* Exercise brief:
Within the listing below, the lines containing "Aubrac" are to be counted. Give the number only.

Start of Block

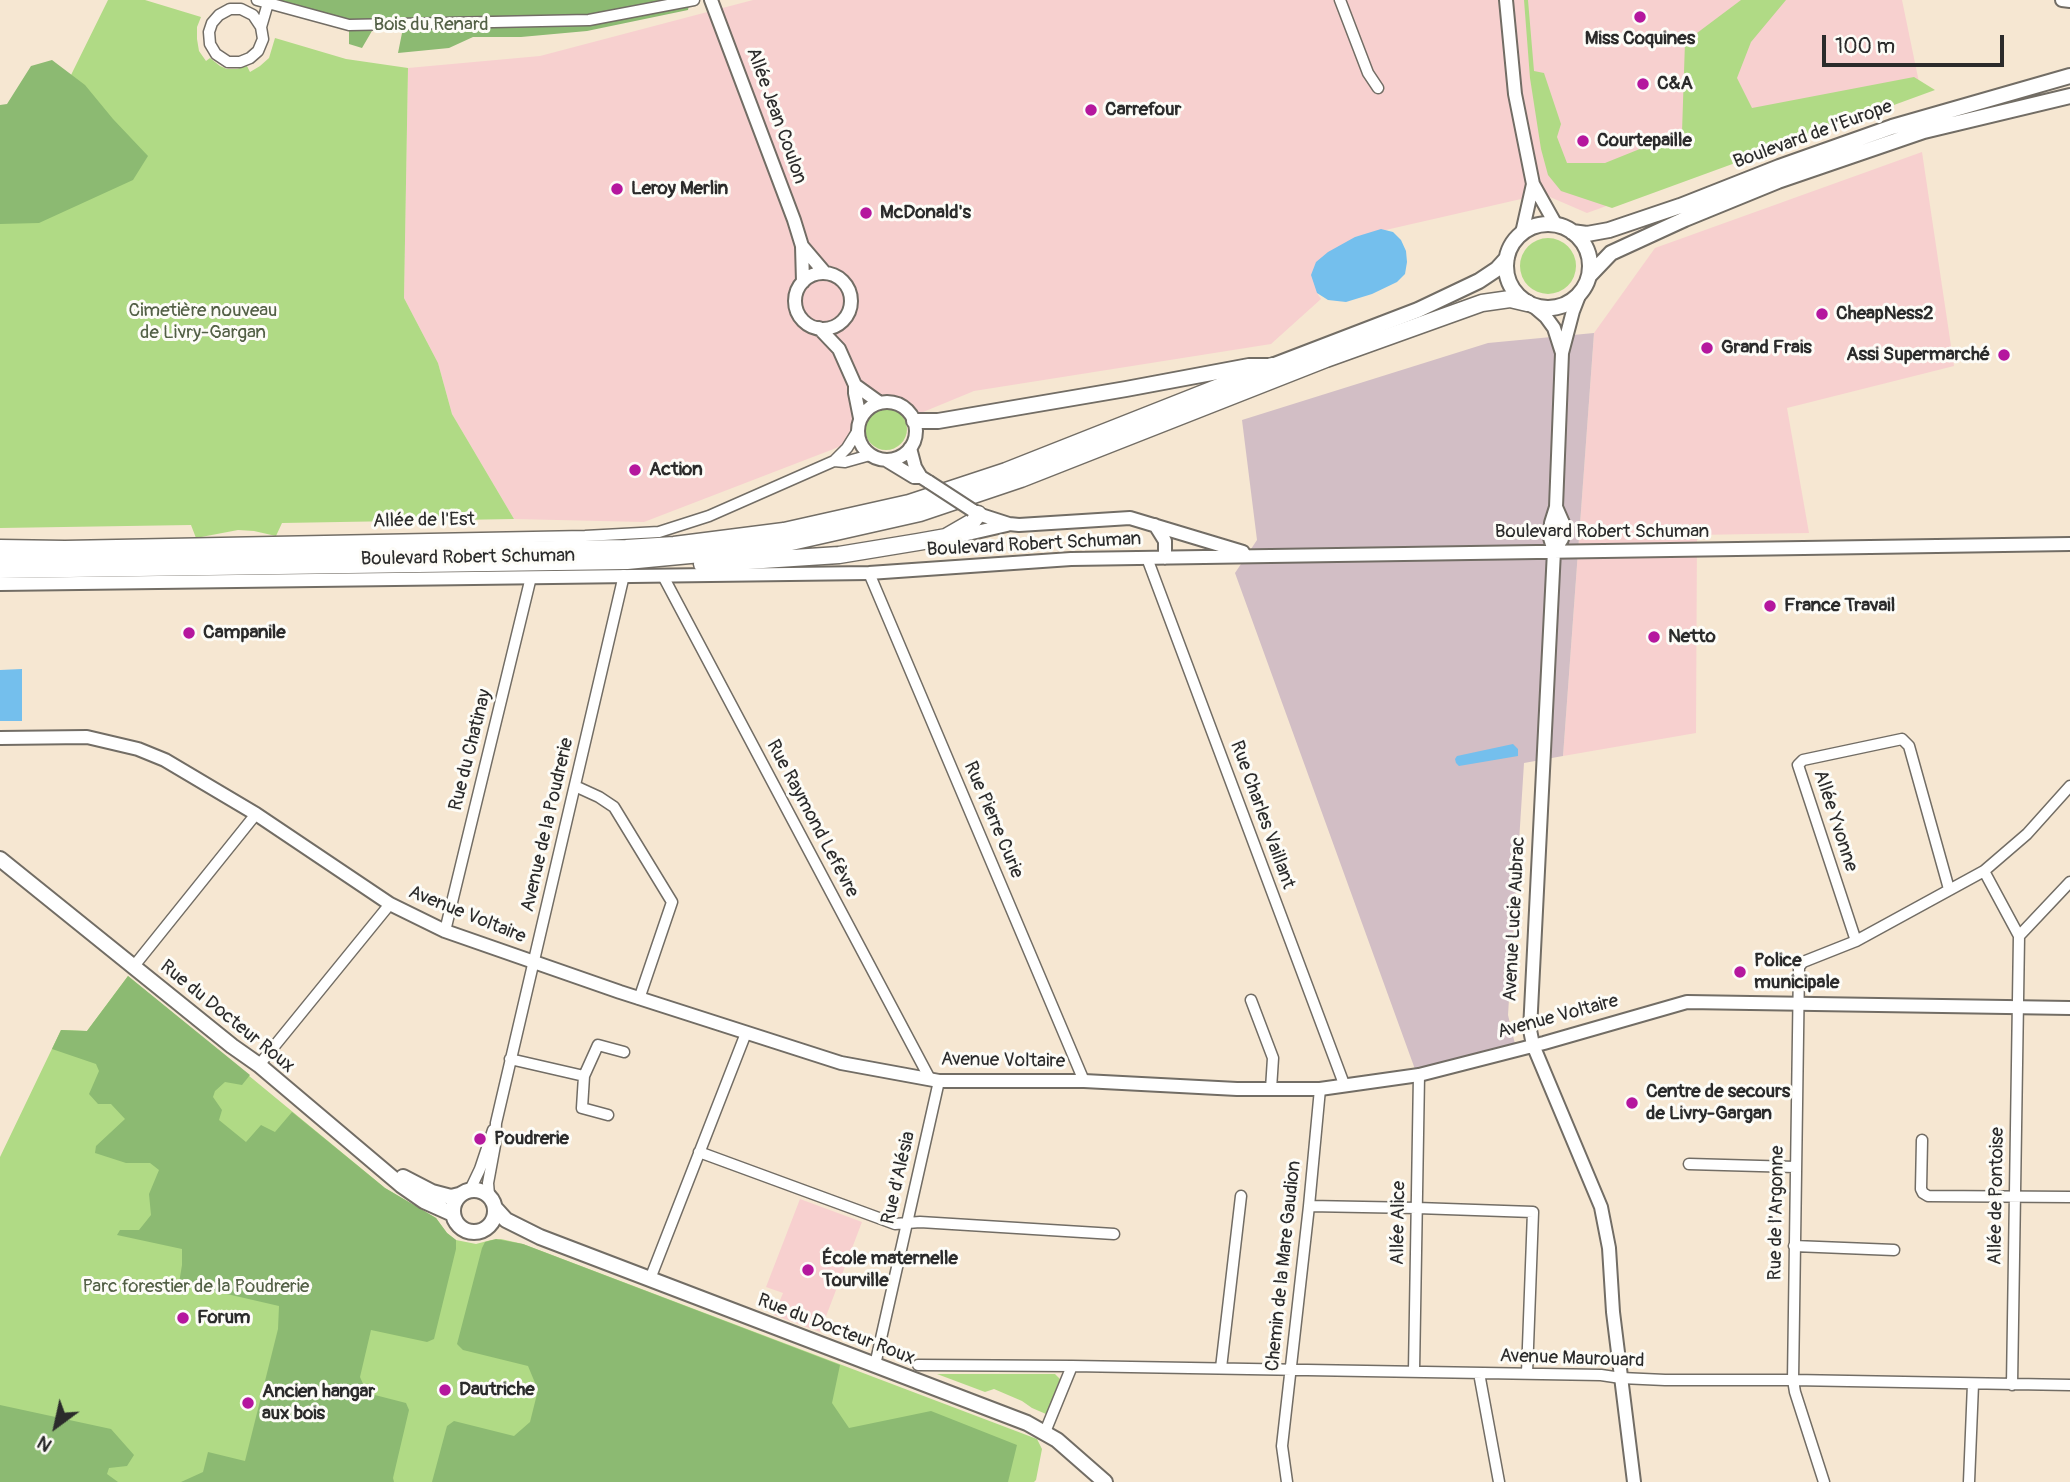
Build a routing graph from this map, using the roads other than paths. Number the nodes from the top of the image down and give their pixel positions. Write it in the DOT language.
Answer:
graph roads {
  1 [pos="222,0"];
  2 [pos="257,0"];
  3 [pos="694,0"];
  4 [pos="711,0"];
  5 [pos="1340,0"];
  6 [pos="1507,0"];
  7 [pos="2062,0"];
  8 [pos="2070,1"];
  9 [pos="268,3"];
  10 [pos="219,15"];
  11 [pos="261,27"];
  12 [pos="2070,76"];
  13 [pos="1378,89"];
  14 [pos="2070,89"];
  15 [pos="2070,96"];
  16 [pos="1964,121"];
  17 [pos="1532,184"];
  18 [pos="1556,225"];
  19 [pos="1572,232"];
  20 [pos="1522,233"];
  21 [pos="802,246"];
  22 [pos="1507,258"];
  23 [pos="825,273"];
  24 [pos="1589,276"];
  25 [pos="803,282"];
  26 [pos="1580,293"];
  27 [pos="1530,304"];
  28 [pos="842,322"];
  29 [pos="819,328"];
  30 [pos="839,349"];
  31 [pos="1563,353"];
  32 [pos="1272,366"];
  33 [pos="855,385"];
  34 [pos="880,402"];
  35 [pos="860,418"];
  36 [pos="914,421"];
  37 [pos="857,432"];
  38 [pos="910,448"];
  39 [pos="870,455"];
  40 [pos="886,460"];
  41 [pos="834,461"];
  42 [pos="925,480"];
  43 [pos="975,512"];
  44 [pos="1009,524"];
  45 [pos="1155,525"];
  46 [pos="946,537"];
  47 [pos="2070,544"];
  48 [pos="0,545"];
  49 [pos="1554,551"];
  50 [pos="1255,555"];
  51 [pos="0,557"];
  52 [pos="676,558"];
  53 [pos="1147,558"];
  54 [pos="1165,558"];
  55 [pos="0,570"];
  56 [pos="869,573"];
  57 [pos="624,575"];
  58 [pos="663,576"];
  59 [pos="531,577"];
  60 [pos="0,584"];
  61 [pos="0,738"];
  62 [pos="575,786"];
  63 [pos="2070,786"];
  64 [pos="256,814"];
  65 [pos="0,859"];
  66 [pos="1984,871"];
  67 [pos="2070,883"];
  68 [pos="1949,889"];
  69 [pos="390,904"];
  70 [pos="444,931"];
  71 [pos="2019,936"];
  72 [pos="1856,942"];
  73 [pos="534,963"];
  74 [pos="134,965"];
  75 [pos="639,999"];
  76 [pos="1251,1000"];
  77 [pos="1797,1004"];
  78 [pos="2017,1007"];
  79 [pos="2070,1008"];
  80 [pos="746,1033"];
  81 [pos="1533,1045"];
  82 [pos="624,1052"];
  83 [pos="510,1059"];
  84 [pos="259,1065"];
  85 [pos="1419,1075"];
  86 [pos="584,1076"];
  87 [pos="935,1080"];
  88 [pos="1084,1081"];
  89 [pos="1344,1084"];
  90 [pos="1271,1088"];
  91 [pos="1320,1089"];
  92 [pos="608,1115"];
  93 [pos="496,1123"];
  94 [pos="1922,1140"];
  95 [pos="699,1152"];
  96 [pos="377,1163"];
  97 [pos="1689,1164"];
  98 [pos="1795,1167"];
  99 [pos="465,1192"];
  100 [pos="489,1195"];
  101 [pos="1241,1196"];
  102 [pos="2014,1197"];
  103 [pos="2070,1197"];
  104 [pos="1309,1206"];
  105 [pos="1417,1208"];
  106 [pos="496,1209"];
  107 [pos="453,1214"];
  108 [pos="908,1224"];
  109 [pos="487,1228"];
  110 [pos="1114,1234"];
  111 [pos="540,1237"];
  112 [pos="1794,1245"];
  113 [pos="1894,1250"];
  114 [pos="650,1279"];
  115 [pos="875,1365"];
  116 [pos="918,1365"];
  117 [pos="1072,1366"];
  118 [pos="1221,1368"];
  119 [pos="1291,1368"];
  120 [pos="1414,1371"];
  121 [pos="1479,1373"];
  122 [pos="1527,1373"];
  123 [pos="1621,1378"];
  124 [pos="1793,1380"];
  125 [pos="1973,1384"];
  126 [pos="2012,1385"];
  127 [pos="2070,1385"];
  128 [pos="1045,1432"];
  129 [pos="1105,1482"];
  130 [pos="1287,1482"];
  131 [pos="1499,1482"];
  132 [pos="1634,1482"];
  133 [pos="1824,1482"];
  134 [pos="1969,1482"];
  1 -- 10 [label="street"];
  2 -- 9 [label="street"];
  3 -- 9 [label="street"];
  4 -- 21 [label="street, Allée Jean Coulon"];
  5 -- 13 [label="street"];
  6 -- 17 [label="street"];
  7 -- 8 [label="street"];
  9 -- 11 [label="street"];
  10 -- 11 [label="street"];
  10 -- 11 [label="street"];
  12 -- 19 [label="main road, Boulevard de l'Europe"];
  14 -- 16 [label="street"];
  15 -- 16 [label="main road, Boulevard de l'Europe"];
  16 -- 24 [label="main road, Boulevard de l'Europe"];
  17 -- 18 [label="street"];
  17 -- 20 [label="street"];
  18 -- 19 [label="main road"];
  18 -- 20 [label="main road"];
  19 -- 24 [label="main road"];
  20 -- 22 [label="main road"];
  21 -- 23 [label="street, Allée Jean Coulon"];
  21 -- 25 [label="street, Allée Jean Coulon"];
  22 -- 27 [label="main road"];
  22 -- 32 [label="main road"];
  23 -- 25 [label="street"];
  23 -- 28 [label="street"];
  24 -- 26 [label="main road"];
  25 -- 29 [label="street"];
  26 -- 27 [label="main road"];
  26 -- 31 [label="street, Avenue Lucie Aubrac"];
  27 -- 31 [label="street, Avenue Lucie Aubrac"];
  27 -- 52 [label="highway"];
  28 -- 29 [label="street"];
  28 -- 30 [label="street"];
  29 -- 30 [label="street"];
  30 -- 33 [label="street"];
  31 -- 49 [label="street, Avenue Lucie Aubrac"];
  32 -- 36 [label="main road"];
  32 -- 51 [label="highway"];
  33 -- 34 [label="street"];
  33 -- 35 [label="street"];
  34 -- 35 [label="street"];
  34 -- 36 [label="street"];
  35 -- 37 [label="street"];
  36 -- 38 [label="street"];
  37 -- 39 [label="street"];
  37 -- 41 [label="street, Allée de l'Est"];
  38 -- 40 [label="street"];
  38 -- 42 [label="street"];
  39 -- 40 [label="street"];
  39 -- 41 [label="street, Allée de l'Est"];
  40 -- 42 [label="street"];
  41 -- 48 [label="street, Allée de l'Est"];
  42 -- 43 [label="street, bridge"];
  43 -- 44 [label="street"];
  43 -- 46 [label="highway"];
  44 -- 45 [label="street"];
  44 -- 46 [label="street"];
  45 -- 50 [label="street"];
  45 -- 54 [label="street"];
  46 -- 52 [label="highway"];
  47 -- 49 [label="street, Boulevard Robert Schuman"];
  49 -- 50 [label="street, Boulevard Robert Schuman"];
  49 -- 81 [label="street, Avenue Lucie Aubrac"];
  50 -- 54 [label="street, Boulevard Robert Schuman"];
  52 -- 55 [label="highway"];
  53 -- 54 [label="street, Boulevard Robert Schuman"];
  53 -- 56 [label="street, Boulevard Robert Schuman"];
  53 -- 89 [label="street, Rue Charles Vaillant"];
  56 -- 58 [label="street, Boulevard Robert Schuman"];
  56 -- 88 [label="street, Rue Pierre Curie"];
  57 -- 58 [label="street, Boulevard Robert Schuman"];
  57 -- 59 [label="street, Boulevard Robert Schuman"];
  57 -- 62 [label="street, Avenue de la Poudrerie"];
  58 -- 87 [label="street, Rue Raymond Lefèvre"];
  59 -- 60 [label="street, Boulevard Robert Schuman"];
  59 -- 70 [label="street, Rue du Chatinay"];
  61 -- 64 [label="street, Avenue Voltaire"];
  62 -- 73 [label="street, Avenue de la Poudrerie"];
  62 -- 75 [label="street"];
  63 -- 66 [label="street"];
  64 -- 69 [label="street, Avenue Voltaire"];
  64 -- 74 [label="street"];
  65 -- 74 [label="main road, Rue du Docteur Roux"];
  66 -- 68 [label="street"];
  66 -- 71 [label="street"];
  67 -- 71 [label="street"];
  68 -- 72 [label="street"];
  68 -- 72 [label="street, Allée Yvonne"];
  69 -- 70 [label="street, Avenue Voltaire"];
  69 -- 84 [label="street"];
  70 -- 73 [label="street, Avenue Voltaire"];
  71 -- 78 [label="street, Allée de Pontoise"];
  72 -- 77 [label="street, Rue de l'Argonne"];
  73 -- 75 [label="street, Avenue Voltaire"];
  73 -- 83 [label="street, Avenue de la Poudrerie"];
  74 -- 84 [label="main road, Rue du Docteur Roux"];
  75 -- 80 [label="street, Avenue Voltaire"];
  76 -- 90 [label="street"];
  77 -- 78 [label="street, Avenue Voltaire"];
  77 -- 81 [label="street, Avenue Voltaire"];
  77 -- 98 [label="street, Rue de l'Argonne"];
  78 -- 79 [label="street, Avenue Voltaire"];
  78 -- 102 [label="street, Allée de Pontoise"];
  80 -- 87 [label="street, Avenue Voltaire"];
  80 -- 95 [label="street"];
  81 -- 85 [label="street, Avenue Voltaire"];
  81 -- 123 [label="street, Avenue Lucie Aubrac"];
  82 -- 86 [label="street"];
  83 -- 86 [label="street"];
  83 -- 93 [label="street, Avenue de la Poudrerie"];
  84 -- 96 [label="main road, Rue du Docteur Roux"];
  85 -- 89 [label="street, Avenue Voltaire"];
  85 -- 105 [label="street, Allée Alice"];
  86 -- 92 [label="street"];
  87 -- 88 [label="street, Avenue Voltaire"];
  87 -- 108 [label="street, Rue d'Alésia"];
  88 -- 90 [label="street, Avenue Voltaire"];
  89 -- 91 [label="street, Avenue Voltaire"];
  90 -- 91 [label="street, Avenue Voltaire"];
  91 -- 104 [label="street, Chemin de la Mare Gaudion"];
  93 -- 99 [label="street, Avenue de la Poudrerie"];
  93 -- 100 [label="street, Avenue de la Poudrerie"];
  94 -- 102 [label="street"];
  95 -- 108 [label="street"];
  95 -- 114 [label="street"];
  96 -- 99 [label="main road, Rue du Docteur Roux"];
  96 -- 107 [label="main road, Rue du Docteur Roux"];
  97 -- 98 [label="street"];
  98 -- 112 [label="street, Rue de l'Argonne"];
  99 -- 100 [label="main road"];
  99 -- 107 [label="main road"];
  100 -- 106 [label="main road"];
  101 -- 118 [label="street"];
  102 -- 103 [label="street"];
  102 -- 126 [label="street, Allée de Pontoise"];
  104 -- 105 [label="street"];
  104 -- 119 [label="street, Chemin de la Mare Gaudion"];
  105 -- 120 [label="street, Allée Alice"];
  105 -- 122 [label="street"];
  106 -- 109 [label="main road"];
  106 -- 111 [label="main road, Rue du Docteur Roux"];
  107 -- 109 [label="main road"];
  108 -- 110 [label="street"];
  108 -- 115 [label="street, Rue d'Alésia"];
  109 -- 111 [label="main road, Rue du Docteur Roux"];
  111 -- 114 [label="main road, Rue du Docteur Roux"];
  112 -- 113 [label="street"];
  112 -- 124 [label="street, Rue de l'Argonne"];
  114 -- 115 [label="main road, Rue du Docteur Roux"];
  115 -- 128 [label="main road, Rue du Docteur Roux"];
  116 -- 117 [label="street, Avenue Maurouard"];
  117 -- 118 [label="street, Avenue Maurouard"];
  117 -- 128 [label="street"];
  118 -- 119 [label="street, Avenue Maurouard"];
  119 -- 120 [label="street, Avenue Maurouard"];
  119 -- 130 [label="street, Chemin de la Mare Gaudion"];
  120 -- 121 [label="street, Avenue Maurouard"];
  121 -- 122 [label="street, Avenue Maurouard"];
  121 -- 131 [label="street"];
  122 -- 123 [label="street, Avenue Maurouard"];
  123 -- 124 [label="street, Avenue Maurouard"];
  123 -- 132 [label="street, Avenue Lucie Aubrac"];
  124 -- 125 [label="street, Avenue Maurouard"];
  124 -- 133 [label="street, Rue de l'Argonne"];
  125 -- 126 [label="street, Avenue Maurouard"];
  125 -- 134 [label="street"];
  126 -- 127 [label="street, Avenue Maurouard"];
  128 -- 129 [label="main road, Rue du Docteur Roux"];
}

End of Block

* Answer for this exercise:
6